Tooth resorption is a pathological process in which specialized cells called odontoclasts break down and dissolve the mineralized tissues of a tooth — including dentin, cementum, and in some cases the pulp — resulting in progressive structural loss that can ultimately threaten the tooth’s survival.
Types of Tooth Resorption
Resorption is broadly classified by its site of origin:
- Internal resorption begins within the pulp chamber or root canal, where inflammatory cells attack the dentinal walls from the inside out, typically appearing on radiographs as a round or oval radiolucency within the root.
- External root resorption originates on the outer root surface, affecting the cementum and underlying dentin. Subtypes include apical, cervical, and replacement resorption (ankylosis).

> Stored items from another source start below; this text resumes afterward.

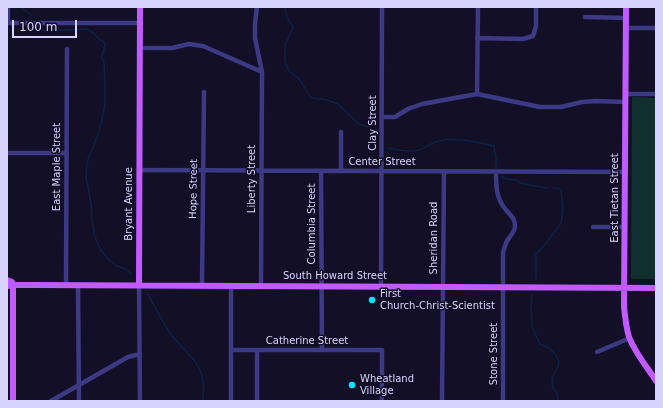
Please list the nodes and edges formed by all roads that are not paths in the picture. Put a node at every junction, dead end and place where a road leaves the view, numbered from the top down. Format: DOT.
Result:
graph roads {
  1 [pos="8,7"];
  2 [pos="140,7"];
  3 [pos="257,7"];
  4 [pos="382,7"];
  5 [pos="478,7"];
  6 [pos="536,7"];
  7 [pos="626,7"];
  8 [pos="585,17"];
  9 [pos="626,18"];
  10 [pos="7,23"];
  11 [pos="140,23"];
  12 [pos="626,28"];
  13 [pos="656,28"];
  14 [pos="478,38"];
  15 [pos="140,48"];
  16 [pos="67,49"];
  17 [pos="262,72"];
  18 [pos="204,92"];
  19 [pos="477,94"];
  20 [pos="626,94"];
  21 [pos="656,94"];
  22 [pos="626,102"];
  23 [pos="382,117"];
  24 [pos="341,132"];
  25 [pos="7,153"];
  26 [pos="66,153"];
  27 [pos="139,170"];
  28 [pos="203,170"];
  29 [pos="261,171"];
  30 [pos="321,171"];
  31 [pos="340,171"];
  32 [pos="382,171"];
  33 [pos="444,172"];
  34 [pos="496,172"];
  35 [pos="625,172"];
  36 [pos="592,227"];
  37 [pos="625,227"];
  38 [pos="7,280"];
  39 [pos="66,285"];
  40 [pos="78,285"];
  41 [pos="139,285"];
  42 [pos="10,286"];
  43 [pos="202,286"];
  44 [pos="231,286"];
  45 [pos="261,286"];
  46 [pos="322,286"];
  47 [pos="381,286"];
  48 [pos="443,287"];
  49 [pos="504,287"];
  50 [pos="624,288"];
  51 [pos="656,288"];
  52 [pos="630,338"];
  53 [pos="231,350"];
  54 [pos="257,350"];
  55 [pos="322,350"];
  56 [pos="597,352"];
  57 [pos="140,354"];
  58 [pos="656,381"];
  59 [pos="79,385"];
  60 [pos="10,392"];
  61 [pos="13,401"];
  62 [pos="51,401"];
  63 [pos="79,401"];
  64 [pos="140,401"];
  65 [pos="231,401"];
  66 [pos="257,401"];
  67 [pos="382,401"];
  68 [pos="442,401"];
  69 [pos="503,401"];
  1 -- 10 [label="street"];
  2 -- 11 [label="main road, Bryant Avenue"];
  3 -- 17 [label="street, Liberty Street"];
  4 -- 23 [label="street, Clay Street"];
  5 -- 14 [label="street"];
  6 -- 14 [label="street"];
  7 -- 9 [label="main road, East Tietan Street"];
  8 -- 9 [label="street"];
  9 -- 12 [label="main road, East Tietan Street"];
  10 -- 11 [label="street"];
  11 -- 15 [label="main road, Bryant Avenue"];
  12 -- 13 [label="street"];
  12 -- 20 [label="main road, East Tietan Street"];
  14 -- 19 [label="street"];
  15 -- 17 [label="street"];
  15 -- 27 [label="main road, Bryant Avenue"];
  16 -- 26 [label="street, East Maple Street"];
  17 -- 29 [label="street, Liberty Street"];
  18 -- 28 [label="street, Hope Street"];
  19 -- 22 [label="street"];
  19 -- 23 [label="street"];
  20 -- 21 [label="street"];
  20 -- 22 [label="main road, East Tietan Street"];
  22 -- 35 [label="main road, East Tietan Street"];
  23 -- 32 [label="street, Clay Street"];
  24 -- 31 [label="street"];
  25 -- 26 [label="street"];
  26 -- 39 [label="street, East Maple Street"];
  27 -- 28 [label="street, Center Street"];
  27 -- 41 [label="main road, Bryant Avenue"];
  28 -- 29 [label="street, Center Street"];
  28 -- 43 [label="street, Hope Street"];
  29 -- 30 [label="street, Center Street"];
  29 -- 45 [label="street, Liberty Street"];
  30 -- 31 [label="street, Center Street"];
  30 -- 46 [label="street, Columbia Street"];
  31 -- 32 [label="street, Center Street"];
  32 -- 33 [label="street, Center Street"];
  32 -- 47 [label="street, Clay Street"];
  33 -- 34 [label="street, Center Street"];
  33 -- 48 [label="street, Sheridan Road"];
  34 -- 35 [label="street, Center Street"];
  34 -- 49 [label="street, Stone Street"];
  35 -- 37 [label="main road, East Tietan Street"];
  36 -- 37 [label="street"];
  37 -- 50 [label="main road, East Tietan Street"];
  38 -- 42 [label="main road"];
  39 -- 40 [label="main road, South Howard Street"];
  39 -- 42 [label="main road, South Howard Street"];
  40 -- 41 [label="main road, South Howard Street"];
  40 -- 59 [label="street"];
  41 -- 43 [label="main road, South Howard Street"];
  41 -- 57 [label="street, Bryant Avenue"];
  42 -- 60 [label="main road"];
  43 -- 44 [label="main road, South Howard Street"];
  44 -- 45 [label="main road, South Howard Street"];
  44 -- 53 [label="street"];
  45 -- 46 [label="main road, South Howard Street"];
  46 -- 47 [label="main road, South Howard Street"];
  46 -- 55 [label="street, Columbia Street"];
  47 -- 48 [label="main road, South Howard Street"];
  48 -- 49 [label="main road, South Howard Street"];
  48 -- 68 [label="street, Sheridan Road"];
  49 -- 50 [label="main road, South Howard Street"];
  49 -- 69 [label="street, Stone Street"];
  50 -- 51 [label="main road, South Howard Street"];
  50 -- 52 [label="main road, East Tietan Street"];
  52 -- 56 [label="street"];
  52 -- 58 [label="main road, East Tietan Street"];
  53 -- 54 [label="street, Catherine Street"];
  53 -- 65 [label="street"];
  54 -- 55 [label="street, Catherine Street"];
  54 -- 66 [label="street"];
  55 -- 67 [label="street, Catherine Street"];
  57 -- 59 [label="street"];
  57 -- 64 [label="street, Bryant Avenue"];
  59 -- 62 [label="street"];
  59 -- 63 [label="street"];
  60 -- 61 [label="main road"];
}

- External cervical resorption occurs near the cementoenamel junction and can be particularly aggressive, invading coronal dentin while often leaving the pulp initially intact.
Causes and Risk Factors
The triggering mechanism varies by type, but well-recognized contributing factors include:
- Dental trauma or injury disrupting the periodontal ligament
- Orthodontic treatment, particularly prolonged or excessive force application
- Chronic periapical infection or pulp necrosis
- High-concentration tooth bleaching agents
- Impacted teeth exerting sustained pressure on adjacent roots
Clinical Significance
Tooth resorption is frequently asymptomatic in early stages, making routine radiographic screening essential for timely detection. When symptoms do appear, they may include thermal sensitivity, unexplained pain, or a pinkish hue visible through the crown — a hallmark sign of internal resorption as the vascular pulp tissue becomes visible through thinned dentin walls.
Left untreated, advanced resorption can destroy enough root structure to render the tooth non-restorable. Treatment depends on type and severity: internal resorption is typically managed with root canal therapy to eliminate the inflammatory stimulus, while external resorption may require surgical debridement, restorative buildup, or extraction in end-stage cases.
Identifying resorption early through periapical radiographs or cone-beam CT imaging gives clinicians the best opportunity to preserve natural tooth structure and protect the surrounding alveolar bone before irreversible damage occurs.